§ WORK INSTRUCTION
What lines of the data below include the word "Probststraße"? Report them by copying each.

§ DATA RECORDS
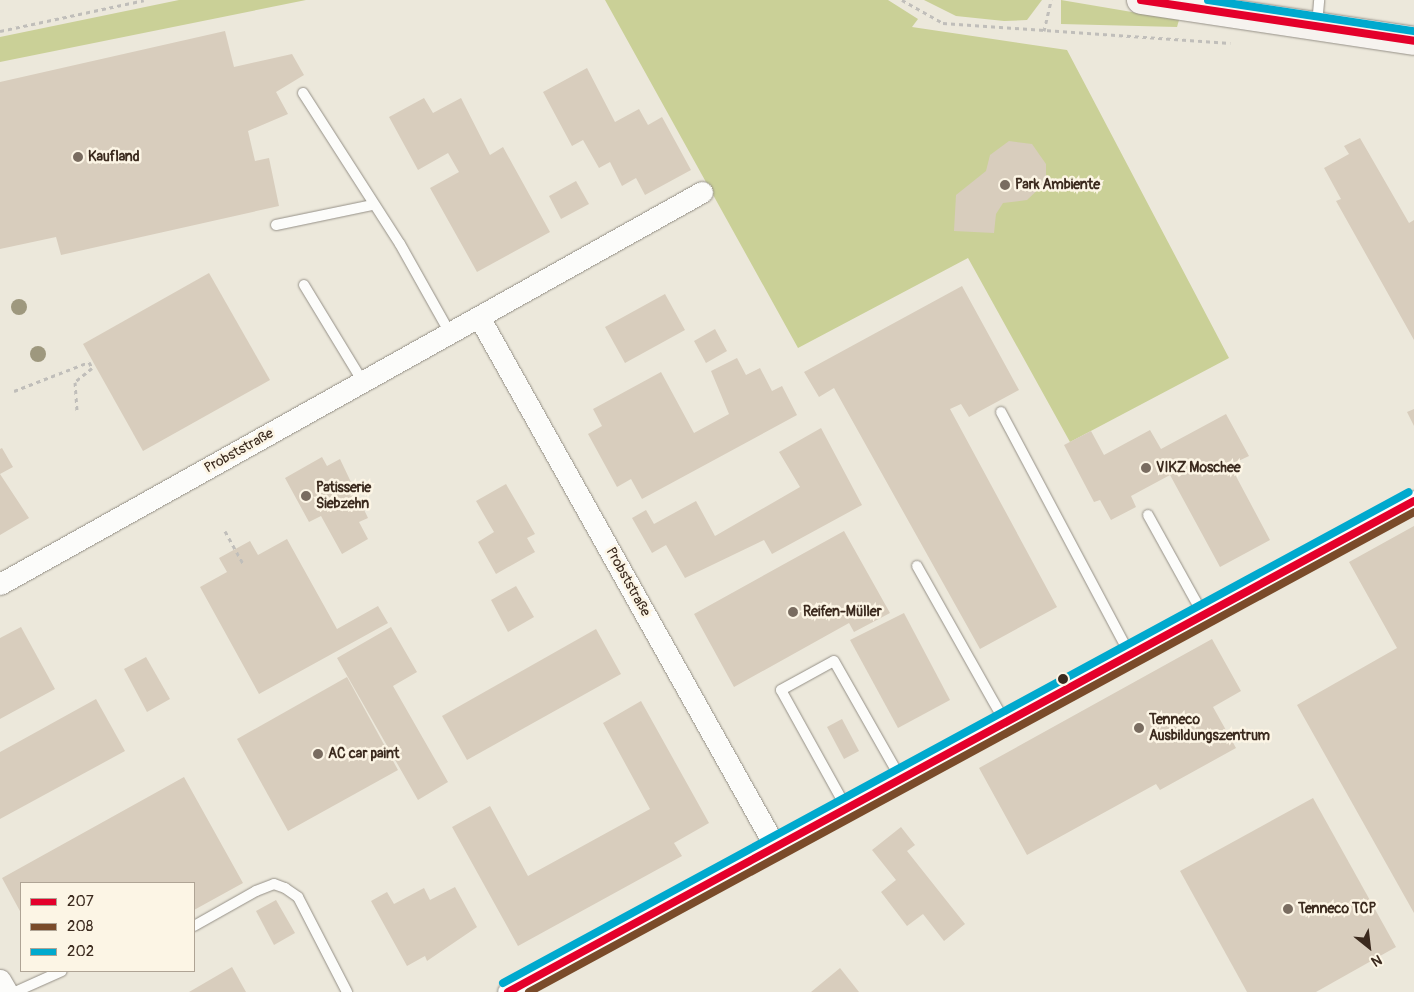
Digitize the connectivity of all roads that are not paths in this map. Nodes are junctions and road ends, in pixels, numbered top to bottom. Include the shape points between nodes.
1 (1141, 0) edge
2 (1192, 4) edge
3 (1318, 12) edge
4 (1414, 40) edge
5 (302, 93) dead end
6 (702, 192) dead end
7 (373, 206) junction
8 (276, 224) dead end
9 (304, 285) dead end
10 (479, 317) junction
11 (450, 333) junction
12 (363, 382) junction
13 (1001, 412) dead end
14 (1414, 500) edge
15 (1148, 515) dead end
16 (917, 566) dead end
17 (0, 584) edge
18 (1204, 616) junction
19 (1130, 655) junction
20 (1005, 722) junction
21 (901, 779) junction
22 (847, 809) junction
23 (776, 848) junction
24 (195, 925) edge
25 (60, 972) edge
26 (0, 980) edge
27 (7, 992) edge
28 (15, 992) edge
29 (346, 992) edge
30 (508, 992) edge

1 - 2 main road
2 - 3 main road
3 - 4 main road
5 - 7 lane
6 - 10 street, Probststraße
7 - 8 lane
7 - 11 lane
9 - 12 lane
10 - 11 street, Probststraße
10 - 23 street, Probststraße
11 - 12 street, Probststraße
12 - 17 street, Probststraße
13 - 19 lane
14 - 18 street
15 - 18 lane
16 - 20 lane
18 - 19 street
19 - 20 street
20 - 21 street
21 - 22 street
21 - 22 lane via 834,661 781,690
22 - 23 street
23 - 30 street
24 - 29 lane via 256,891 274,884 285,888 302,904
25 - 28 lane
26 - 27 street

§ WORKED SOLUTION
6 - 10 street, Probststraße
10 - 11 street, Probststraße
10 - 23 street, Probststraße
11 - 12 street, Probststraße
12 - 17 street, Probststraße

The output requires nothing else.